For ‘marketplace’ apps such as Uber, Lyft and DoorDash, things have never been easy. Despite enormous amounts of investment, companies in this category have routinely faced bruising legislative battles, bad publicity over security and pay, and cutthroat competition from rivals. If that wasn’t enough, the current economic uncertainty promises to squeeze their bottom lines.
However, these companies still provide software engineers with enviable compensation. According to levels.fyi, which crowdsources compensation data, even entry-level software engineers can make six figures per year, especially once you factor in bonuses and stock:
Like many other companies in tech, some of these marketplace apps have slowed their pace of hiring in recent months. “We will treat hiring as a privilege and be deliberate about when and where we add headcount,” Uber CEO Dara Khosrowshahi wrote in a May email to employees, according to CNBC (which posted the full text). “We will be even more hardcore about costs across the board.”

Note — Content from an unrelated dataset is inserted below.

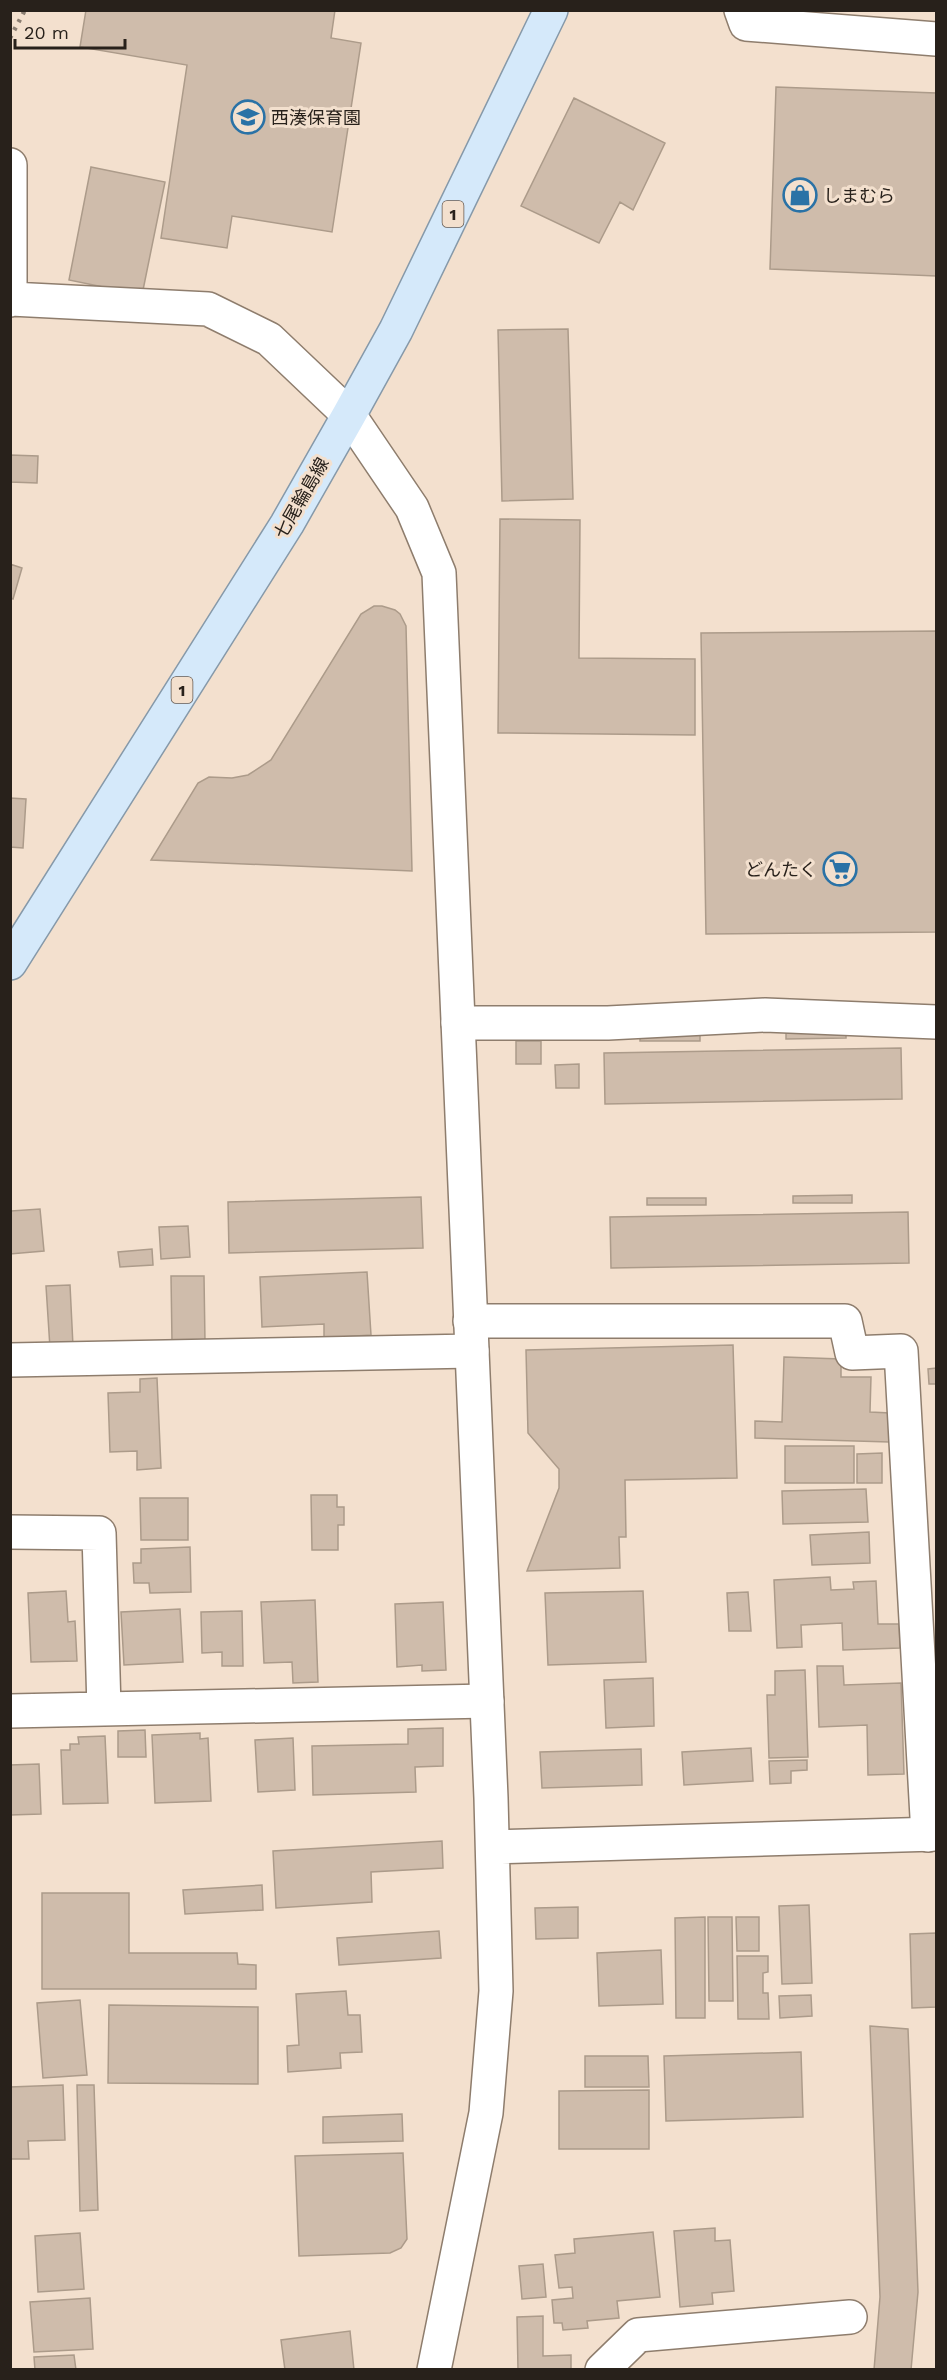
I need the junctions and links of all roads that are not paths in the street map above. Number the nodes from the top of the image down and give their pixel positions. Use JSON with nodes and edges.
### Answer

“We're also being responsible about costs and will significantly slow hiring,” Lyft wrote in a statement at roughly the same time. DoorDash’s hiring has likewise slackened, although the company said in April that it would continue to add headcount. (Of these companies, Airbnb seems to be the one bucking the trend when it comes to hiring slowdowns or freezes, with its CEO stating he doesn’t see a recessionary environment for travel anytime soon.)
During the pandemic, many marketplace apps provided a lifeline for customers, especially when it came to food deliveries. With the easing of pandemic-related restrictions, and a broader economic slowdown, these apps may have to tweak their business models and software in order to expand and survive—a prime opportunity for technologists with the right kinds of ideas. Despite the pressures these companies face, they’re still willing to pay technologists high compensation to tackle some thorny issues in everything from mobile software to data science.